Immortal Confessions Page 4
“I’m not,” I said, brushing her hair back from her face. “I’m vampire. I won’t age, Anna, and I’ll need to drink blood, or I’ll die.”
She looked at me seriously.
“I love you,” I said, throwing all my reason to the wind. “I’m not living without you. Say you’ll come with me, and we’ll leave here together.”
She looked at me. “I am not ready to be your wife, Devlin. I don’t know you well enough.” She burst out laughing. “I feel like a brothel woman, saying that, with us laying here as we are. But it’s the truth.” She paused.
This was good. I wasn’t ready to make her my wife, even if I loved her. The nobleman in me told it wasn’t proper anyway, when I had nothing but myself to offer her.
“I do want a commitment from you that you’ll be with me and not other women.

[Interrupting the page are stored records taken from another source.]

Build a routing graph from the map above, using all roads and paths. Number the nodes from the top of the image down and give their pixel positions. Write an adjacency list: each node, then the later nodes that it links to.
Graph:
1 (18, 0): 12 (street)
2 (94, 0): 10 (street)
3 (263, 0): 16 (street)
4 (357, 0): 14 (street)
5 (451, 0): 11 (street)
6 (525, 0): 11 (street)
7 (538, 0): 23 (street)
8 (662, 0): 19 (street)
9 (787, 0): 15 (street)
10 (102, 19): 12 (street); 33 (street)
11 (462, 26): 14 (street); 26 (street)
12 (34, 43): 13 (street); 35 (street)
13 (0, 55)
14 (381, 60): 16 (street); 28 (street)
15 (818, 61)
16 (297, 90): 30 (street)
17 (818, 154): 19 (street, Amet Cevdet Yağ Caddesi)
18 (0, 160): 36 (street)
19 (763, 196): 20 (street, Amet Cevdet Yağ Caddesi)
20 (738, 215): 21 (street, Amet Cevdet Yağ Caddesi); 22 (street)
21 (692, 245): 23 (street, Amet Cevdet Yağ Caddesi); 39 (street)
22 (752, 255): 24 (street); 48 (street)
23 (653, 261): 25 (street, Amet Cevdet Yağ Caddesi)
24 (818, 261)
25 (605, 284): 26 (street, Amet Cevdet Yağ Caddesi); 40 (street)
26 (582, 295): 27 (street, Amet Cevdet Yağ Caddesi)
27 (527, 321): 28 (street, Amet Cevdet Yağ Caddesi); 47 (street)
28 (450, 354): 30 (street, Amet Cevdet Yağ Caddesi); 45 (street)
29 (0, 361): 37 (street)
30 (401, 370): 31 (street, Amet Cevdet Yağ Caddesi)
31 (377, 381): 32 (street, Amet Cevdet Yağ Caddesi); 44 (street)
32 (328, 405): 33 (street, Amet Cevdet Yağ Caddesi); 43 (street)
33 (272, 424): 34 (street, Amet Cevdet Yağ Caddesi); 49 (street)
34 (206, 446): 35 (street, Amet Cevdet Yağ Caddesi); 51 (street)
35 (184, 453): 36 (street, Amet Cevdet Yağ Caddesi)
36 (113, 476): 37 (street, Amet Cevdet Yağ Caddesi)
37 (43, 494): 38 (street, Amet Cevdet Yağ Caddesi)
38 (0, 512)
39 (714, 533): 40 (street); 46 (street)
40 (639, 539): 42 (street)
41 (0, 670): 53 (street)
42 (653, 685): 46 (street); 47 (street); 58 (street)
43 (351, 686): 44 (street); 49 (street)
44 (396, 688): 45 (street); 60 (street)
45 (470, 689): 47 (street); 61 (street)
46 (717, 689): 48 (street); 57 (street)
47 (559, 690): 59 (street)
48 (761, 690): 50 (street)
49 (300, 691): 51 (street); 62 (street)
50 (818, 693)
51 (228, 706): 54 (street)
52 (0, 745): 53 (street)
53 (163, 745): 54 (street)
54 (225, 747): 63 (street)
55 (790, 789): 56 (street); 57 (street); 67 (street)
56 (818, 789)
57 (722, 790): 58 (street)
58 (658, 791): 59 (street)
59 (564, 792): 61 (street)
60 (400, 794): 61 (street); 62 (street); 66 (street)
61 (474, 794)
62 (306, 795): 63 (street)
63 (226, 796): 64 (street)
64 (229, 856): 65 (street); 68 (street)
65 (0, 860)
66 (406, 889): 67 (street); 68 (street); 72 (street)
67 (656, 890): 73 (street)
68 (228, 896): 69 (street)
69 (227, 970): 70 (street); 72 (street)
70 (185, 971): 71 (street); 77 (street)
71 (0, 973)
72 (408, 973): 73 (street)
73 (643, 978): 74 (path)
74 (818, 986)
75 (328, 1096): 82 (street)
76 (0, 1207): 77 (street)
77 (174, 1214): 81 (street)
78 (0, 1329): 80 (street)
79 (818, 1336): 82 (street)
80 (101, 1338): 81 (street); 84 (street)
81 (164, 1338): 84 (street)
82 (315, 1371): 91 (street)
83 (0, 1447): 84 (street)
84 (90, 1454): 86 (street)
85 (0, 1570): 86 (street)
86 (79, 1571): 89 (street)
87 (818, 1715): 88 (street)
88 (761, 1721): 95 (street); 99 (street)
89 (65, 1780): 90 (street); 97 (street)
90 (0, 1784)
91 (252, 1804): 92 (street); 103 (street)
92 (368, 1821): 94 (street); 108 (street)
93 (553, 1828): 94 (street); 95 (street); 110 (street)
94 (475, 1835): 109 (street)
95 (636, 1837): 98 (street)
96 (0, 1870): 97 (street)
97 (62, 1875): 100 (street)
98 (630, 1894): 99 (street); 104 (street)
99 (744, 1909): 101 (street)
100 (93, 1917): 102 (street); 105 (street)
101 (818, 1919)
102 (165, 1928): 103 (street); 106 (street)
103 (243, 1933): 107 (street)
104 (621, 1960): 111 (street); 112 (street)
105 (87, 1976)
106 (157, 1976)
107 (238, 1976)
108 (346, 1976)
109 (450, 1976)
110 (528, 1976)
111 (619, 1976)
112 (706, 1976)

I won’t be disgraced, Devlin.”
To Hell with being with other women. I wanted just her. “You have it.”
“If I refused to go with you, what would you do?” she whispered.
“I’d stay here, and let the sun have me,” I said despondently. “I’ve already gone through so much. Now that I’ve finally cared for a woman, I don’t see the point of continuing, unless you’re with me.”
My words were true in the mood I was in, and better yet, they had the effect I wanted them to.
“I will go with you,” she said, kissing me lightly. “On two conditions.”
“First?”
“We must wait at least a few days, until the caravan bearing my marriage money arrives. We’ll need some of my dowry to buy a home and give us a start. That money is mine by law, as it was my late mother’s.”
“I’m sorry,” I whispered softly. “I believed the woman your father was with at the dinner table to be your mother.”
“Stepmother,” Anna said with a grimace, then her face smoothed. “I don’t mean to be unkind. She has given him a son, and other daughters, and never treated me as less than them. She eased his mind when my mother died having me. But she is not my mother. Do you understand?”
“I understand,” I said gently. “My mother is dead also, and my father, brothers and sisters. I am the only one left.”
Anna hugged me. “I’m sorry, Devlin.”
I kissed her cheek. “It happened a long time ago, dearest. I was never close to my mother. She wouldn’t permit it. Don’t trouble yourself. Think of our love instead.”
Anna nodded. “You’re right, we must think of our future and prepare quickly. I’ll need to pack a saddlebag with my most precious things. You will need to buy us some horses, Devlin. You’ll have to go outside the walls to procure some, perhaps to the next town. If you purchase quality steeds for us here, you’ll draw suspicion. Do you have enough coin for two good horses?”
“Call me Dev,” I said lovingly. “No one has for many years. But I want you to, Anna.”
Anna was all business. “Dev, can you get the horses? We’ll never get away on foot. We must get them as soon as possible.”
This woman was odd, to not want to lie here and be romantic with me, to be instead planning out our escape for us. In her shoes I might be too, if I was about to be married against my will.
“Devlin, are you listening to me?”
“Of course, Anna. I have most of the money that I made here. It’s not much, but together with what you paid me, we have enough.” I felt a little embarrassment mentioning her money, but she took no notice of that. “What is the second condition?”
“I want you to take some of my blood tonight.”
I was floored. I looked at her in shock with my mouth open for a long moment. Then I managed, “Why?”
“This is what you are,” she said tenderly. “I must know if I can accept it now, or if I can’t. There’s no point planning a future together without knowing.”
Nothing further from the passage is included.